Однако "Филькина карьера", вышедшая первоначально отдельной книжечкой в 1926 году в издательстве "Молодая гвардия", заканчивалась другой фразой: "В партию Филька прописался, умырнул Филька в чеку". В архиве писателя обнаружено несколько машинописных страниц, посвященных дальнейшей судьбе Фильки:
В деревне бушевали чекисты Упит, Пегасьянц и Филька Японец: о их подвигах далеко бежала славушка недобрая.
…Из Фирсановки попа увезли. Ни крестить, ни отпевать некому – кругом на сто верст татарва.
…В татарской деревне Зяббаровке пьяные катались по улице, перестреляли множество собак, ранили бабу.
…Неплательщиков налога купали в проруби и босых по часу выдерживали на снегу.
…Сожрали шесть гусей без копейки.
…Реквизиции и конфискации направо-налево, расписки плетью на спинах.
…Члена комбеда на ямской паре посылали за десять верст за медом к чаю.
…До полусмерти запороли председателя волисполкома "за приверженность к старым порядкам".
Упит был следователем. Каких только дел не вмещал его объемистый портфель! Какой рассыпчатой дрожью дрожала трепетная уездная контрреволюция под его тусклым оловянным глазом! И какой обыватель, завидя скачущих во всеоружии чекистов, не уныривал в свою подворотню: "Пронеси, Господи… Спаси и помилуй, Микола милостивый". Пегасьянц и Филька состояли при нем как разведчики, вольные стрелки. Обвешанные кинжалами, бомбами и пушками, они неустанно мыкались по уезду, одним своим видом нагоняя неописуемый страх на тайных и явных врагов республики.
Долго деревня кряхтела, ежилась, а когда достало до горячего, посыпались в город скрипучие жалобы, приговоры обществ, ходоки. Ходоки напористо лезли на этажи, к зеленым столам и выкладывали обиды. На места выезжала специальная комиссия, большинство жалоб и слухов подтвердилось, выплыли и новые концы.
Пока велось следствие, удалая тройка грызла решетку в бахрушинском подвале. Томились от безделья.
Филька:
– Я тут ни при чем, не своя воля… У меня, сучий рот, покойный отец коренной рабочий из маляров, вся слободка скажет… И сам я парень хошь куда, чево с меня возьмешь – горсть волос?
Пегасьянц:
– Во мне кровь горячая…
Упит молчал, беспрерывно заряжая трубку сладчайшим табаком.

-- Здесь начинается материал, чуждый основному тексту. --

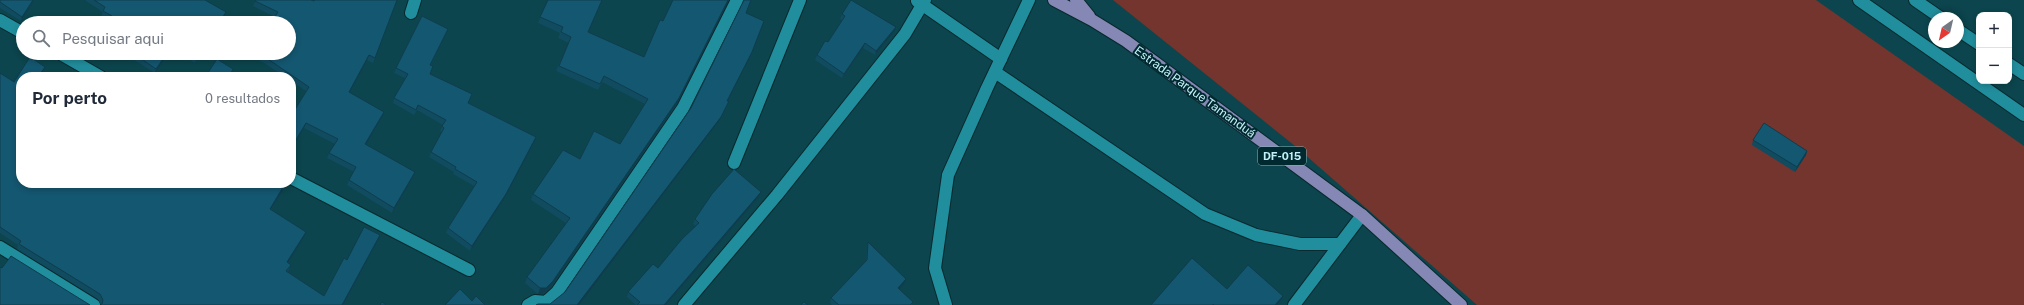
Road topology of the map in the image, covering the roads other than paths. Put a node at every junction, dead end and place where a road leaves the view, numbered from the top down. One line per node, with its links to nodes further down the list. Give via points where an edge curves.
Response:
1 (415, 0): 11 (street)
2 (737, 0): 31 (street, via 683,108 566,279 546,302 535,301)
3 (800, 0): 24 (street)
4 (1029, 0): 17 (street)
5 (1054, 0): 13 (main road, Estrada Parque Tamanduá / DF-015)
6 (1076, 0): 13 (main road, Estrada Parque Tamanduá / DF-015)
7 (1859, 0): 23 (street)
8 (1915, 0): 10 (street)
9 (921, 1): 17 (street); 32 (street, via 900,40 777,195)
10 (1932, 12)
11 (411, 13)
12 (0, 20): 14 (street)
13 (1092, 20): 26 (main road, Estrada Parque Tamanduá / DF-015, via 1126,41)
14 (16, 29)
15 (1964, 34): 16 (street)
16 (1976, 42)
17 (1002, 59): 21 (street)
18 (71, 60): 20 (street)
19 (2012, 66): 22 (street)
20 (92, 72)
21 (995, 72): 27 (street, via 1205,214 1256,235 1300,244); 33 (street, via 948,175 935,268)
22 (2024, 74)
23 (2024, 115)
24 (734, 163)
25 (296, 181): 29 (street)
26 (1362, 215): 27 (street); 35 (main road, Estrada Parque Tamanduá / DF-015)
27 (1340, 244): 34 (street)
28 (0, 247): 30 (street)
29 (469, 270)
30 (94, 305)
31 (528, 305)
32 (684, 305)
33 (946, 305)
34 (1294, 305)
35 (1461, 305)

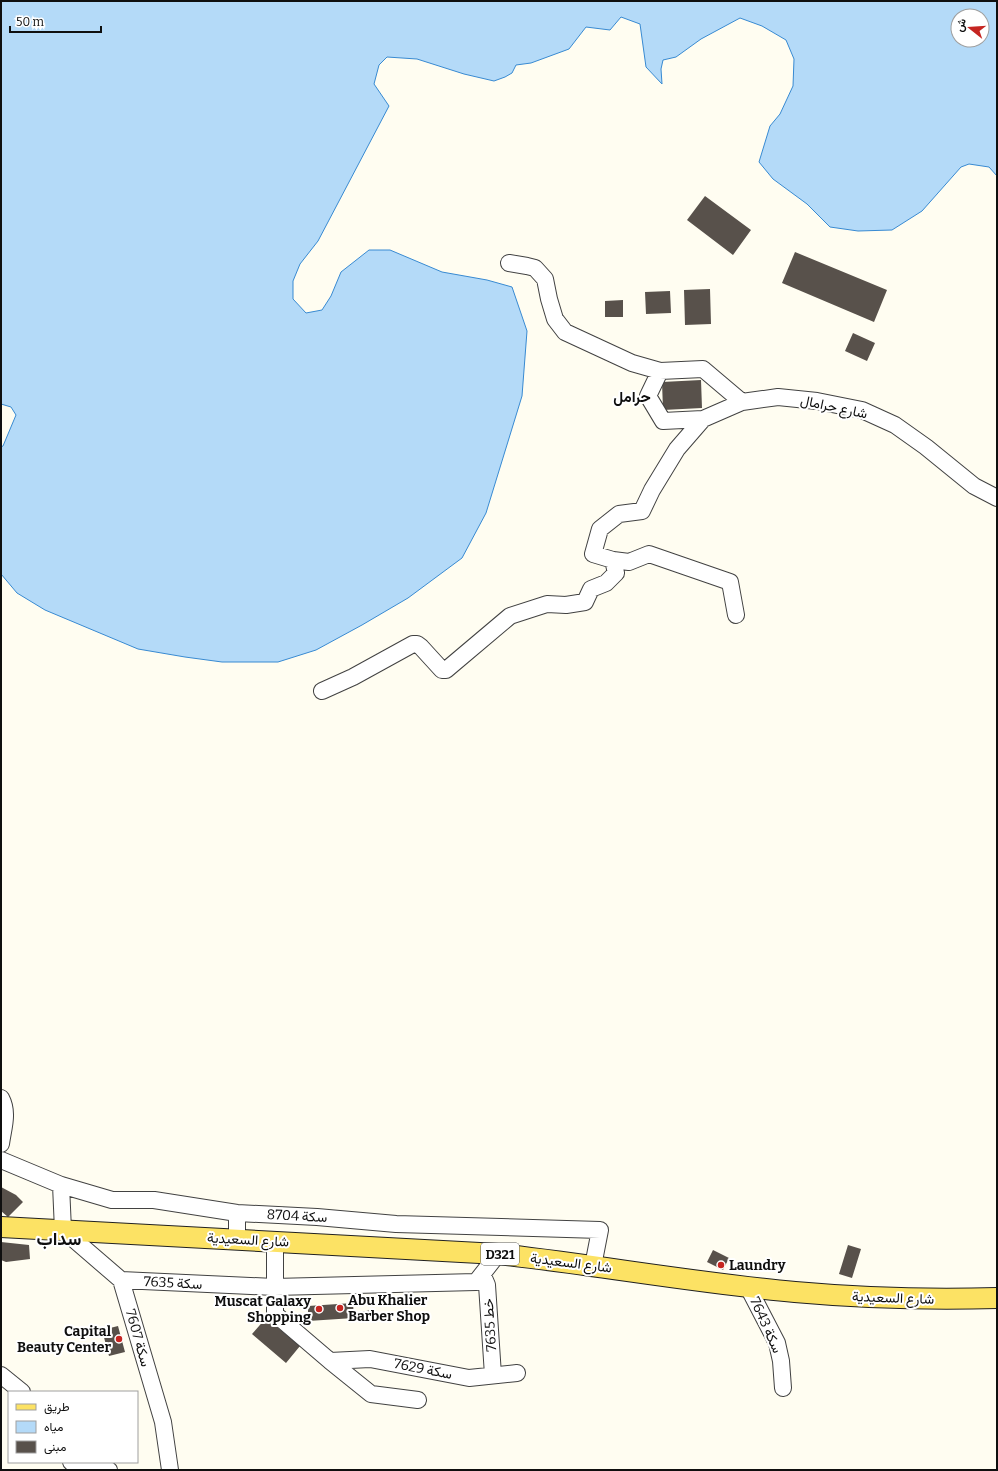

Скоро двоих отправили в Губтютю (Губчека), а Фильку предчека Чугунов вызвал к себе:
– Гад.
Филька заплакал:
– Я ни в чем не виноватый…
– Гад, в закон твой, в веру мать… – И деревянной кобурой маузера по скуле. – Иди.
Филька выполз из кабинета на четвереньках. Его разжаловали в канцеляристы и под страхом расстрела запретили выезжать за черту города. Однако звезда его славы не лопнула. Знать, от роду счастьем был награжден татарским, широким: сидел Филька на своем счастье, как калач на лопате:
– Эх-хе, но… Ехало-поехало и ну повезло…
Назначили Фильку комендантом могил.
С конвойцами заготовлял в лесу ямы, провожал приговоренных в последнюю путину, "на свадьбу", без промаха стрелял в волосатые затылки (плакали морщинистые шеи), зачищал снегом обрызганные кровью валенки и, откашливая волнение, валился в ковровые санки, скакал домой мять сочные свиные котлеты и своим солдатским азартом вгонял в испарину Дарью, которая была сочнее котлет – кругом во – хошь ты в ней катайся, хошь купайся.